Submit to this Journal Review for this Journal Propose a Special Issue

Article Menu

Share Help Cite Discuss in SciProfiles

Open AccessArticle

Peer-Review Record

Skeleton Tracking Accuracy and Precision Evaluation of Kinect V1, Kinect V2, and the Azure Kinect

Appl. Sci. 2021, 11(12), 5756; https://doi.org/10.3390/app11125756

by Michal Tölgyessy^*

, Martin Dekan and Ľuboš Chovanec

Reviewer 1: Anonymous

Reviewer 2: Anonymous

Reviewer 3: Anonymous

Appl. Sci. 2021, 11(12), 5756; https://doi.org/10.3390/app11125756

Submission received: 21 May 2021 / Revised: 11 June 2021 / Accepted: 15 June 2021 / Published: 21 June 2021

(This article belongs to the Special Issue Social Robotics and Human-Robot Interaction (HRI))

Round 1

Reviewer 1 Report

on the page 4, 111-112^th row: Was the camera calibrated before the experiments? The principal point was calculated by calibration or the center of the image was used?

How was the measured point marked? In determining the distance between position, there was the orientation of the plate taken into account?

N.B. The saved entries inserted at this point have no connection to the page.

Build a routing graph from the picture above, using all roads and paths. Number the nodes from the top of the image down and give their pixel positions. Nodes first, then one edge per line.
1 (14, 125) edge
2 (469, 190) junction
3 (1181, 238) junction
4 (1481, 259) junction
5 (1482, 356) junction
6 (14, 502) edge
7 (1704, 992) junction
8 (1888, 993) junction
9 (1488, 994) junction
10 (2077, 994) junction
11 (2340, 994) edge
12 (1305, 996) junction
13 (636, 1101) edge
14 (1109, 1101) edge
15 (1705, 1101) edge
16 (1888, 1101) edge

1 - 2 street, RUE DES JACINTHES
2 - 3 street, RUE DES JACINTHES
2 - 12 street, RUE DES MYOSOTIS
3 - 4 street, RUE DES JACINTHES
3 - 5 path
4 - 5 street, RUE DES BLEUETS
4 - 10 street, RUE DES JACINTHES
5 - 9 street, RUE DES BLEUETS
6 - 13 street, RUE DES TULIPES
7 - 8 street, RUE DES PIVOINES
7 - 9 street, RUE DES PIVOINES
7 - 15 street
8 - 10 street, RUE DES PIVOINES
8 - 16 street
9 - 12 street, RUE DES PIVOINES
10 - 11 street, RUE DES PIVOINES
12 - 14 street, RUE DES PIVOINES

on the page 5, figure 4 - What is the measuring range of the sensor? The experiment was probably limited by the measuring range of the manipulator, but it would be interesting to test the results at a greater distance. Are the 1500 and 4500mm positions given by the measuring range of the sensor?

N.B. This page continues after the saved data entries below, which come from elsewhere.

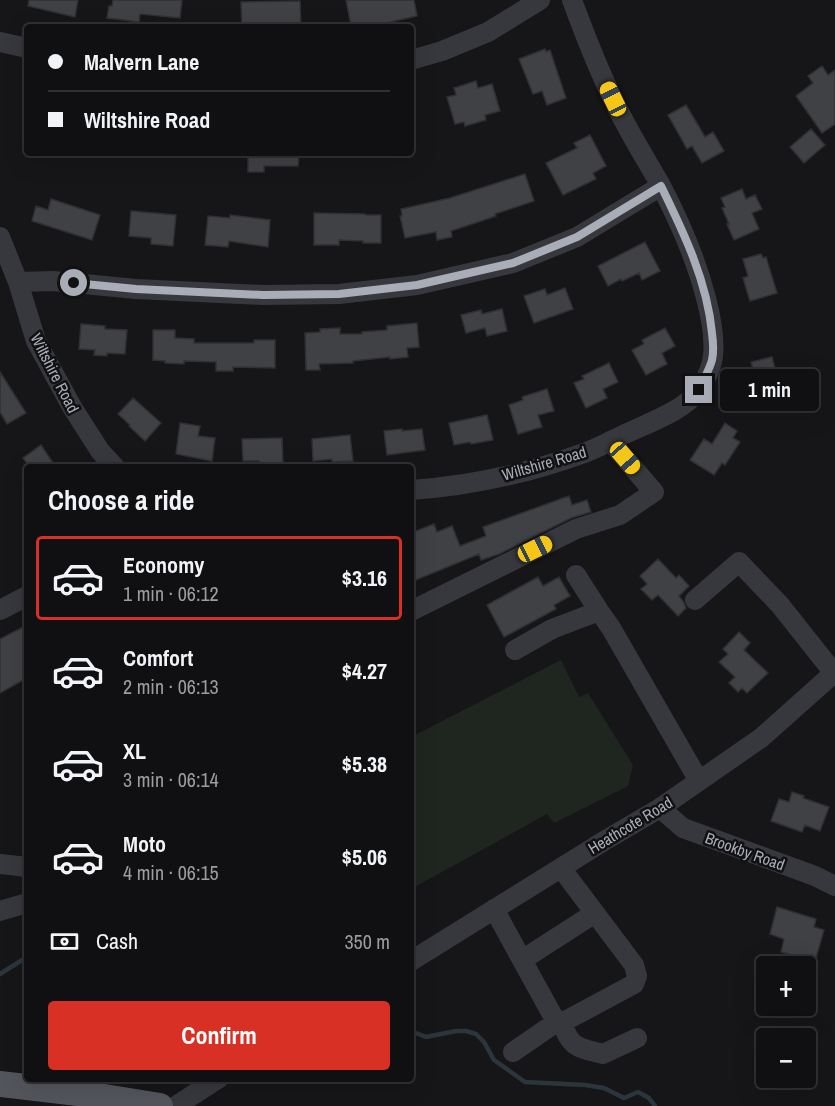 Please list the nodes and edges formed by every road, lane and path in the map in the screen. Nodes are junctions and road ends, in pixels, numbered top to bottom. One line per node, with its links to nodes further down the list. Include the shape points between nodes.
1 (540, 0): 5 (street, via 488,32)
2 (572, 0): 6 (street, via 603,78)
3 (0, 42): 4 (street)
4 (24, 47)
5 (414, 59)
6 (661, 186): 8 (street, via 577,237 524,259 417,285 339,294 263,295); 9 (street, Wiltshire Road, via 700,277 710,314 713,359 699,390 686,403)
7 (0, 237): 8 (street, Wiltshire Road)
8 (18, 282): 10 (street, Wiltshire Road, via 36,341 72,407)
9 (610, 441): 11 (street, Wiltshire Road, via 539,467 482,481); 16 (street, via 654,492 620,515 576,529)
10 (112, 464)
11 (414, 490)
12 (576, 575): 17 (street)
13 (24, 598): 15 (street)
14 (695, 600): 19 (street, via 739,562)
15 (0, 610)
16 (414, 610)
17 (598, 611): 18 (street, via 552,629); 20 (street)
18 (515, 650)
19 (834, 672): 20 (street, Heathcote Road, via 761,738)
20 (699, 781): 21 (street, Heathcote Road)
21 (660, 808): 24 (street, Heathcote Road); 25 (street, Brookby Road, via 684,828)
22 (0, 864): 23 (street)
23 (24, 867)
24 (561, 868): 27 (street, Heathcote Road); 29 (street)
25 (835, 886)
26 (24, 904): 28 (street)
27 (494, 909): 30 (street, Heathcote Road); 31 (street)
28 (0, 911)
29 (595, 913): 31 (street); 32 (street, via 634,965 637,976 634,984)
30 (414, 958)
31 (522, 960): 32 (street, via 554,1018)
32 (560, 1021): 33 (street, via 576,1047 603,1054); 34 (street)
33 (637, 1038)
34 (513, 1052)
35 (213, 1082): 38 (street)
36 (0, 1084): 37 (main road)
37 (160, 1106)
38 (176, 1106)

on the page 9, figures 9 -12: The graphs are illegible, the lines are very close together and the colors very similar. A better option would be a bar graph with multiple columns (for each node point) for each position of the figurine.

on the page 15, 246^th row: Greatest instability at the end of limbs can be caused by orientation of these part of figurine. There is no information on how to detect specific points on the body. Also effect clothing on detection (loose clothing vs. close-fitting clothing).

Author Response

Reviewer

on the page 4, 111-112^th row: Was the camera calibrated before the experiments?

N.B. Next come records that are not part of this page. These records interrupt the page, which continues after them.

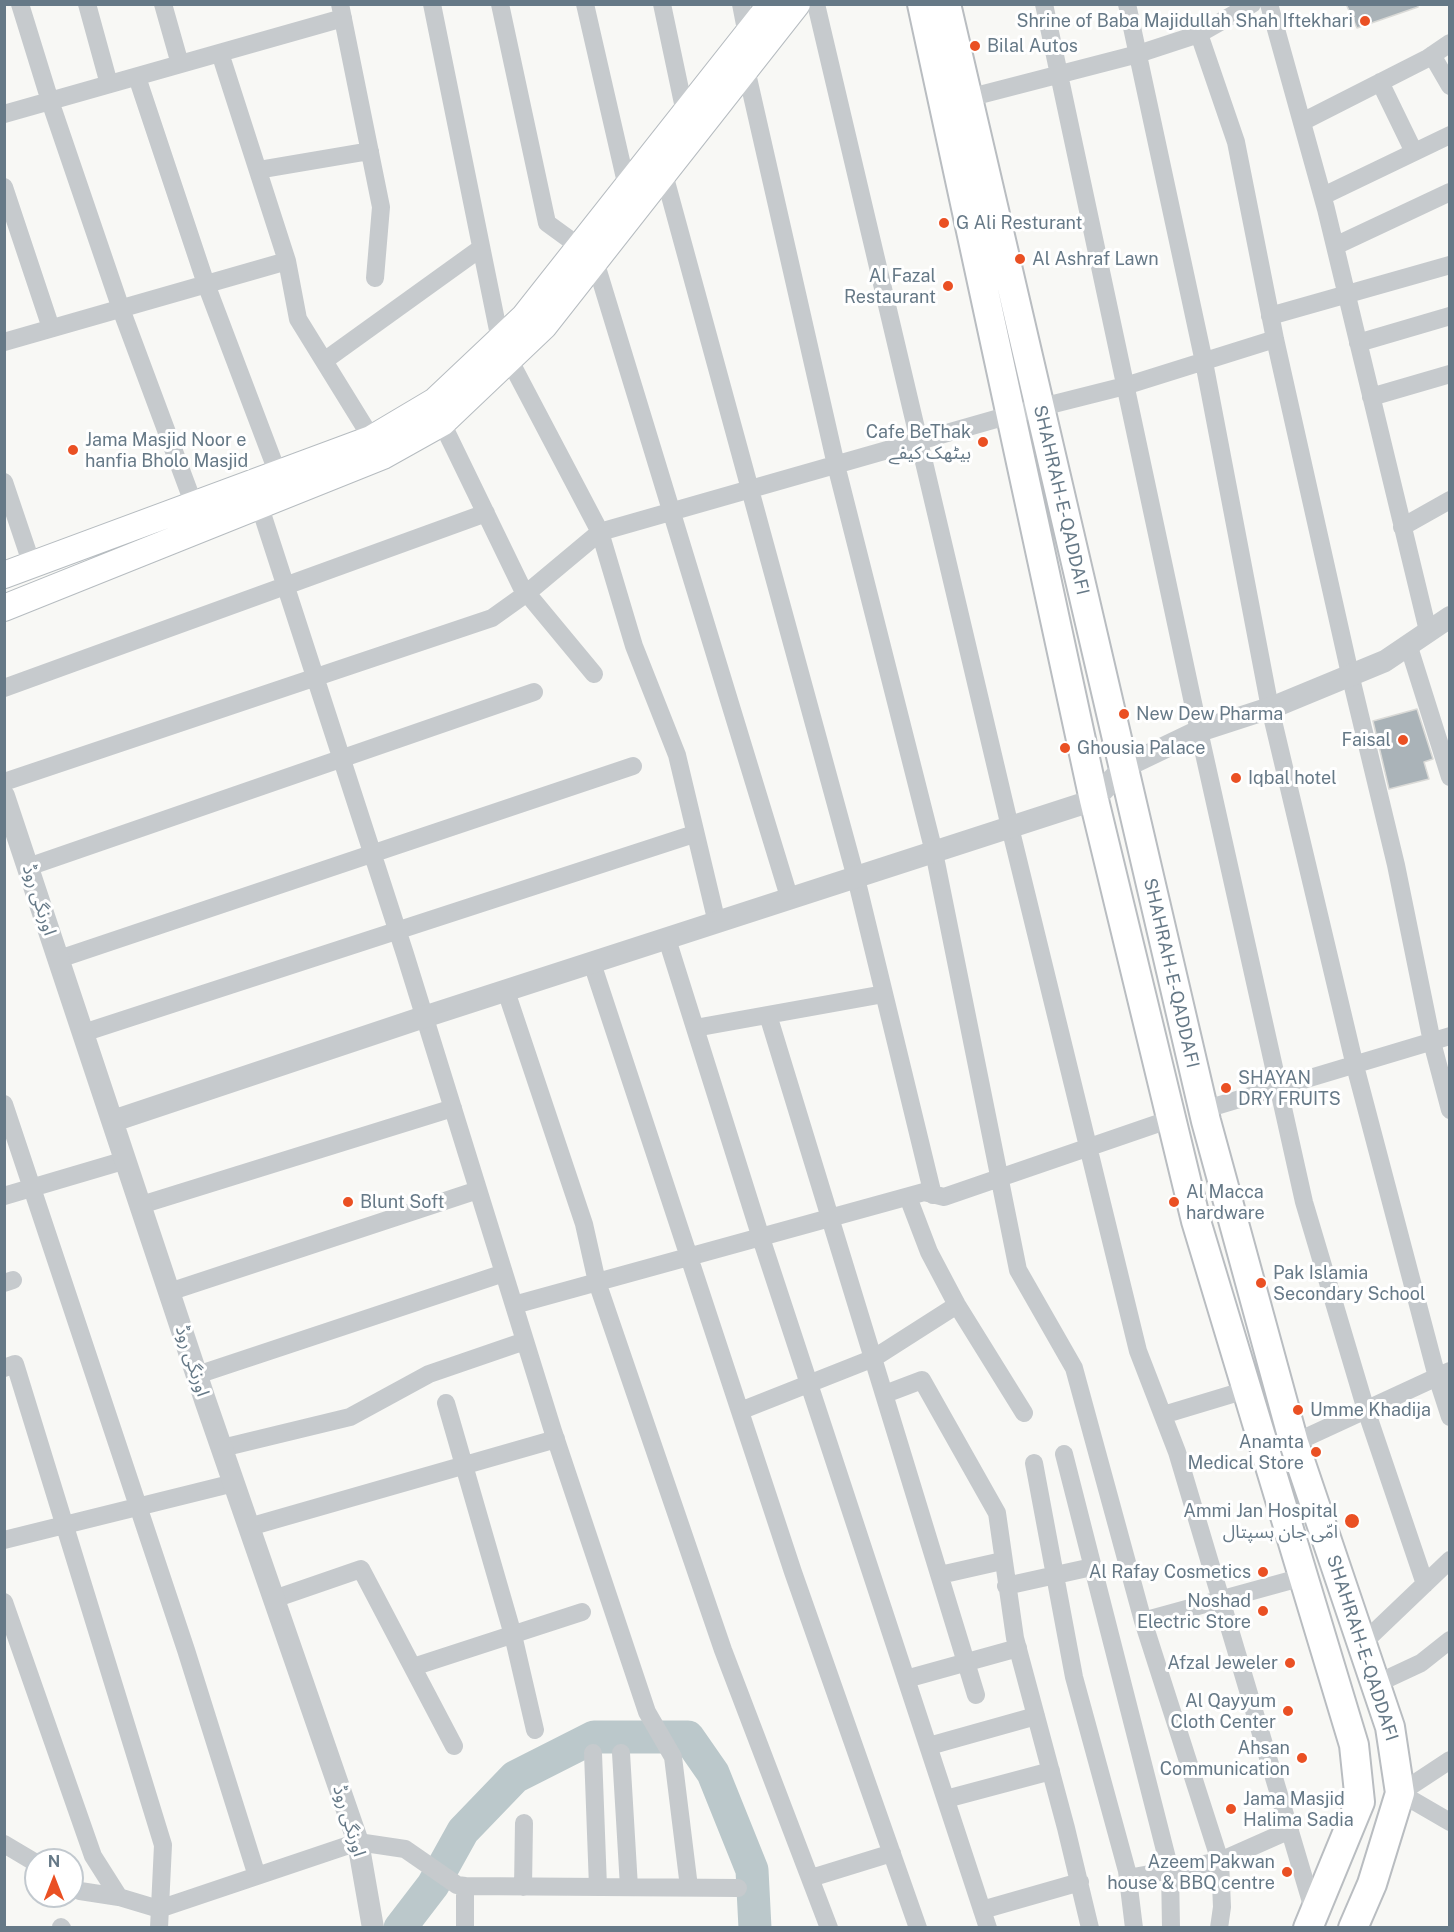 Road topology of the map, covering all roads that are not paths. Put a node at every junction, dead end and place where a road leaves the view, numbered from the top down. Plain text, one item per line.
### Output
1 (20, 4) edge
2 (87, 4) edge
3 (163, 4) edge
4 (432, 4) edge
5 (500, 4) edge
6 (585, 4) edge
7 (662, 4) edge
8 (741, 4) edge
9 (771, 4) edge
10 (797, 4) edge
11 (816, 4) edge
12 (922, 4) edge
13 (946, 4) edge
14 (1044, 4) edge
15 (1127, 4) edge
16 (1252, 4) edge
17 (1269, 4) edge
18 (341, 11) edge
19 (1199, 34) junction
20 (747, 35) junction
21 (1449, 43) edge
22 (220, 53) junction
23 (1138, 54) junction
24 (1432, 55) junction
25 (180, 64) junction
26 (746, 69) junction
27 (1059, 75) junction
28 (137, 76) junction
29 (1380, 82) junction
30 (109, 84) junction
31 (1449, 86) edge
32 (968, 98) junction
33 (50, 101) junction
34 (685, 113) junction
35 (4, 114) edge
36 (1302, 122) junction
37 (1449, 135) edge
38 (370, 151) junction
39 (1414, 152) junction
40 (258, 170) junction
41 (664, 174) junction
42 (4, 187) edge
43 (627, 188) junction
44 (1449, 192) edge
45 (1323, 196) junction
46 (1335, 246) junction
47 (481, 248) junction
48 (587, 254) junction
49 (287, 261) junction
50 (1449, 265) edge
51 (375, 278) dead end
52 (206, 284) junction
53 (1347, 295) junction
54 (121, 309) junction
55 (1270, 316) junction
56 (1449, 316) edge
57 (51, 328) junction
58 (1275, 339) junction
59 (4, 342) edge
60 (1358, 343) junction
61 (505, 350) junction
62 (324, 361) junction
63 (1203, 362) junction
64 (1449, 374) edge
65 (1125, 386) junction
66 (1371, 398) junction
67 (1040, 408) junction
68 (1010, 416) junction
69 (442, 423) junction
70 (919, 441) junction
71 (377, 447) junction
72 (836, 465) junction
73 (278, 474) junction
74 (4, 482) edge
75 (750, 489) junction
76 (1449, 500) edge
77 (259, 504) junction
78 (194, 505) junction
79 (672, 512) junction
80 (486, 513) junction
81 (1402, 527) junction
82 (600, 532) junction
83 (32, 565) junction
84 (4, 575) edge
85 (285, 586) junction
86 (527, 594) junction
87 (4, 608) edge
88 (1449, 616) edge
89 (1428, 631) junction
90 (1408, 644) junction
91 (594, 674) dead end
92 (1350, 674) junction
93 (315, 678) junction
94 (4, 688) edge
95 (534, 692) dead end
96 (1270, 708) junction
97 (1199, 730) junction
98 (1446, 751) edge
99 (341, 758) junction
100 (633, 766) dead end
101 (1124, 768) junction
102 (1449, 777) edge
103 (4, 782) edge
104 (4, 796) edge
105 (1094, 800) junction
106 (1010, 827) junction
107 (694, 834) junction
108 (934, 852) junction
109 (372, 854) junction
110 (28, 867) junction
111 (856, 878) junction
112 (790, 900) junction
113 (717, 923) junction
114 (397, 931) junction
115 (666, 939) junction
116 (59, 960) junction
117 (592, 963) junction
118 (506, 991) junction
119 (884, 994) junction
120 (768, 1015) junction
121 (424, 1017) junction
122 (695, 1028) junction
123 (83, 1033) junction
124 (1441, 1039) edge
125 (1355, 1066) junction
126 (1279, 1087) junction
127 (4, 1104) edge
128 (453, 1108) junction
129 (1203, 1110) junction
130 (1449, 1110) edge
131 (1171, 1119) junction
132 (112, 1121) junction
133 (1088, 1147) junction
134 (126, 1161) junction
135 (999, 1177) junction
136 (32, 1188) junction
137 (478, 1190) junction
138 (933, 1195) junction
139 (4, 1196) edge
140 (908, 1197) junction
141 (141, 1205) junction
142 (832, 1218) junction
143 (760, 1238) junction
144 (689, 1257) junction
145 (504, 1273) junction
146 (597, 1282) junction
147 (169, 1292) junction
148 (514, 1305) junction
149 (957, 1305) junction
150 (525, 1341) junction
151 (874, 1358) junction
152 (4, 1368) edge
153 (1443, 1374) edge
154 (197, 1375) junction
155 (809, 1384) junction
156 (1246, 1390) junction
157 (885, 1394) junction
158 (446, 1403) dead end
159 (1366, 1410) junction
160 (740, 1411) junction
161 (1024, 1413) dead end
162 (1163, 1415) junction
163 (1449, 1417) edge
164 (556, 1440) junction
165 (1294, 1443) junction
166 (222, 1448) junction
167 (1064, 1454) dead end
168 (1034, 1463) dead end
169 (464, 1466) junction
170 (234, 1483) junction
171 (138, 1507) junction
172 (65, 1525) junction
173 (249, 1527) junction
174 (4, 1540) edge
175 (1449, 1560) edge
176 (1002, 1561) junction
177 (1092, 1568) junction
178 (940, 1575) junction
179 (1055, 1575) junction
180 (1303, 1577) junction
181 (1425, 1584) junction
182 (1006, 1586) junction
183 (274, 1599) junction
184 (1221, 1599) junction
185 (4, 1602) edge
186 (582, 1612) dead end
187 (1143, 1621) junction
188 (513, 1635) junction
189 (1449, 1640) edge
190 (1362, 1644) junction
191 (1018, 1648) junction
192 (966, 1662) junction
193 (413, 1667) junction
194 (906, 1679) junction
195 (1376, 1684) junction
196 (976, 1695) dead end
197 (1036, 1716) junction
198 (535, 1730) dead end
199 (454, 1746) dead end
200 (928, 1746) junction
201 (593, 1753) dead end
202 (621, 1753) dead end
203 (1449, 1760) edge
204 (1051, 1771) junction
205 (1400, 1793) junction
206 (946, 1799) junction
207 (1449, 1822) edge
208 (524, 1824) dead end
209 (1290, 1830) junction
210 (358, 1842) junction
211 (4, 1844) edge
212 (892, 1853) junction
213 (24, 1856) edge
214 (1220, 1861) junction
215 (1170, 1870) junction
216 (257, 1876) junction
217 (811, 1878) junction
218 (1128, 1878) junction
219 (1080, 1882) junction
220 (461, 1886) junction
221 (523, 1887) junction
222 (598, 1887) junction
223 (629, 1887) junction
224 (689, 1887) junction
225 (738, 1888) dead end
226 (84, 1892) edge
227 (119, 1897) junction
228 (159, 1909) junction
229 (982, 1910) junction
230 (1311, 1920) edge
231 (369, 1926) edge
232 (159, 1928) edge
233 (465, 1928) edge
234 (829, 1928) edge
235 (918, 1928) edge
236 (988, 1928) edge
237 (1090, 1928) edge
238 (1134, 1928) edge
239 (1171, 1928) edge
240 (1218, 1928) edge
241 (1353, 1928) edge

1 - 33 street
2 - 30 street
3 - 25 street
4 - 47 street
5 - 48 street
6 - 43 street
7 - 34 street
8 - 20 street
9 - 20 main road
10 - 26 main road
11 - 70 street
12 - 68 main road, SHAHRAH-E-QADDAFI
13 - 32 main road, SHAHRAH-E-QADDAFI
14 - 27 street
15 - 23 street
16 - 19 street
17 - 36 street
18 - 22 street
18 - 38 street
19 - 23 street
19 - 55 street
20 - 26 street
20 - 34 main road
21 - 24 street
22 - 25 street
22 - 40 street
23 - 27 street
23 - 63 street
24 - 29 street
24 - 31 street
25 - 28 street
26 - 41 main road
26 - 72 street
27 - 32 street
27 - 65 street
28 - 30 street
28 - 52 street
29 - 36 street
29 - 39 street
30 - 33 street
32 - 67 main road, SHAHRAH-E-QADDAFI
33 - 35 street
33 - 54 street
34 - 43 main road
36 - 45 street
37 - 39 street
38 - 40 street
38 - 51 street
39 - 45 street
40 - 49 street
41 - 48 main road
41 - 75 street
42 - 57 street
43 - 48 main road
44 - 46 street
45 - 46 street
46 - 53 street
47 - 61 street
47 - 62 street
48 - 61 main road
48 - 79 street
49 - 52 street
49 - 62 street
50 - 53 street
52 - 54 street
52 - 73 street
53 - 55 street
53 - 60 street
54 - 57 street
54 - 78 street
55 - 58 street
56 - 60 street
57 - 59 street
58 - 63 street
58 - 92 street
60 - 66 street
61 - 69 main road
61 - 71 main road
61 - 82 street
62 - 71 street
63 - 65 street
63 - 96 street
64 - 66 street
65 - 67 street
65 - 97 street
66 - 81 street
67 - 68 street
67 - 101 main road, SHAHRAH-E-QADDAFI
68 - 70 street
68 - 105 main road, SHAHRAH-E-QADDAFI
69 - 71 main road
69 - 80 street
70 - 72 street
70 - 106 street
71 - 73 main road
71 - 77 main road
72 - 75 street
72 - 108 street
73 - 78 main road
74 - 83 street
75 - 79 street
75 - 111 street
76 - 81 street
77 - 85 street
77 - 87 main road
78 - 83 main road
79 - 82 street
79 - 112 street
80 - 85 street
80 - 86 street
81 - 89 street
82 - 86 street
82 - 107 street
83 - 84 main road
85 - 93 street
85 - 94 street
86 - 91 street
86 - 93 street
88 - 89 street
89 - 90 street
90 - 92 street
90 - 98 street
92 - 96 street
92 - 124 street
93 - 99 street
93 - 103 street
95 - 99 street
96 - 97 street
96 - 125 street
97 - 101 street
97 - 126 street
98 - 102 street
99 - 109 street
99 - 110 street
100 - 109 street
101 - 105 street
101 - 129 main road, SHAHRAH-E-QADDAFI
104 - 110 street, اورنگی روڈ
105 - 106 street
105 - 131 main road, SHAHRAH-E-QADDAFI
106 - 108 street
106 - 133 street
107 - 113 street
107 - 114 street
108 - 111 street
108 - 135 street
109 - 114 street
109 - 116 street
110 - 116 street, اورنگی روڈ
111 - 112 street
111 - 119 street
112 - 113 street
113 - 115 street
114 - 121 street
114 - 123 street
115 - 117 street
115 - 122 street
116 - 123 street, اورنگی روڈ
117 - 118 street
117 - 144 street
118 - 121 street
118 - 146 street
119 - 120 street
119 - 138 street
120 - 122 street
120 - 142 street
121 - 128 street
121 - 132 street
122 - 143 street
123 - 132 street, اورنگی روڈ
124 - 125 street
124 - 130 street
125 - 126 street
125 - 153 street
126 - 129 street
126 - 159 street
127 - 136 street
128 - 137 street
128 - 141 street
129 - 165 main road, SHAHRAH-E-QADDAFI
131 - 133 street
131 - 156 main road, SHAHRAH-E-QADDAFI
132 - 134 street, اورنگی روڈ
133 - 135 street
133 - 162 street
134 - 136 street
134 - 141 street, اورنگی روڈ
135 - 138 street
135 - 187 street
136 - 139 street
136 - 171 street
137 - 145 street
137 - 147 street
138 - 140 street
140 - 142 street
140 - 149 street
141 - 147 street, اورنگی روڈ
142 - 143 street
142 - 151 street
143 - 144 street
143 - 155 street
144 - 146 street
144 - 160 street
145 - 148 street
145 - 154 street
146 - 148 street
146 - 217 street
147 - 154 street, اورنگی روڈ
148 - 150 street
149 - 151 street
149 - 161 street
150 - 164 street
150 - 166 street
151 - 155 street
151 - 157 street
152 - 172 street
153 - 159 street
153 - 163 street
154 - 166 street, اورنگی روڈ
155 - 160 street
155 - 194 street
156 - 162 street
156 - 180 main road, SHAHRAH-E-QADDAFI
157 - 176 street
157 - 178 street
158 - 169 street
159 - 165 street
159 - 181 street
160 - 212 street
162 - 184 street
164 - 169 street
164 - 224 street
165 - 190 main road, SHAHRAH-E-QADDAFI
166 - 170 street, اورنگی روڈ
167 - 177 street
168 - 179 street
169 - 173 street
169 - 188 street
170 - 171 street
170 - 173 street, اورنگی روڈ
171 - 172 street
171 - 216 street
172 - 174 street
172 - 228 street
173 - 183 street, اورنگی روڈ
175 - 181 street
176 - 178 street
176 - 182 street
177 - 179 street
177 - 215 street
178 - 192 street
179 - 182 street
179 - 218 street
180 - 184 street
180 - 230 main road, SHAHRAH-E-QADDAFI
181 - 190 street
182 - 191 street
183 - 193 street
183 - 210 street, اورنگی روڈ
184 - 187 street
184 - 209 street
185 - 227 street
186 - 188 street
187 - 214 street
188 - 193 street
188 - 198 street
189 - 195 street
190 - 195 main road, SHAHRAH-E-QADDAFI
191 - 192 street
191 - 197 street
192 - 194 street
192 - 196 street
193 - 199 street
194 - 200 street
195 - 205 main road, SHAHRAH-E-QADDAFI
197 - 200 street
197 - 204 street
200 - 206 street
201 - 222 street
202 - 223 street
203 - 205 street
204 - 206 street
204 - 219 street
205 - 207 street
205 - 241 main road, SHAHRAH-E-QADDAFI
206 - 229 street
208 - 221 street
209 - 214 street
209 - 230 street
210 - 216 street
210 - 220 street
210 - 231 street, اورنگی روڈ
211 - 213 street
212 - 217 street
212 - 235 street
214 - 215 street
214 - 240 street
215 - 218 street
215 - 239 street
216 - 228 street
217 - 234 street
218 - 238 street
219 - 229 street
219 - 237 street
220 - 221 street
220 - 233 street
221 - 222 street
222 - 223 street
223 - 224 street
224 - 225 street
226 - 227 street
227 - 228 street
228 - 232 street
229 - 236 street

We used default camera calibration.

The principal point was calculated by calibration or the center of the image was used?

Center of the IR and depth image was used.

How was the measured point marked?

The measured point was an iron screw placed in the middle of the plate.

In determining the distance between position, there was the orientation of the plate taken into account?

We oriented the plate so that it was perpendicular to the Z axis of each sensor. For more information please see [1].

[1] Tölgyessy, M.; Dekan, M.; Chovanec, Ľ.; Hubinský, P. Evaluation of the Azure Kinect and Its Comparison to Kinect V1 and Kinect V2. Sensors 2021, 21, 413. https://doi.org/10.3390/s21020413

The 1500 mm position was limited by sensors – we wanted to see as many joints in each sensor as possible. The final position was limited by the robotic manipulator. Only the Azure Kinect would give at least some data behind this position, but the manipulator couldn’t reach any further.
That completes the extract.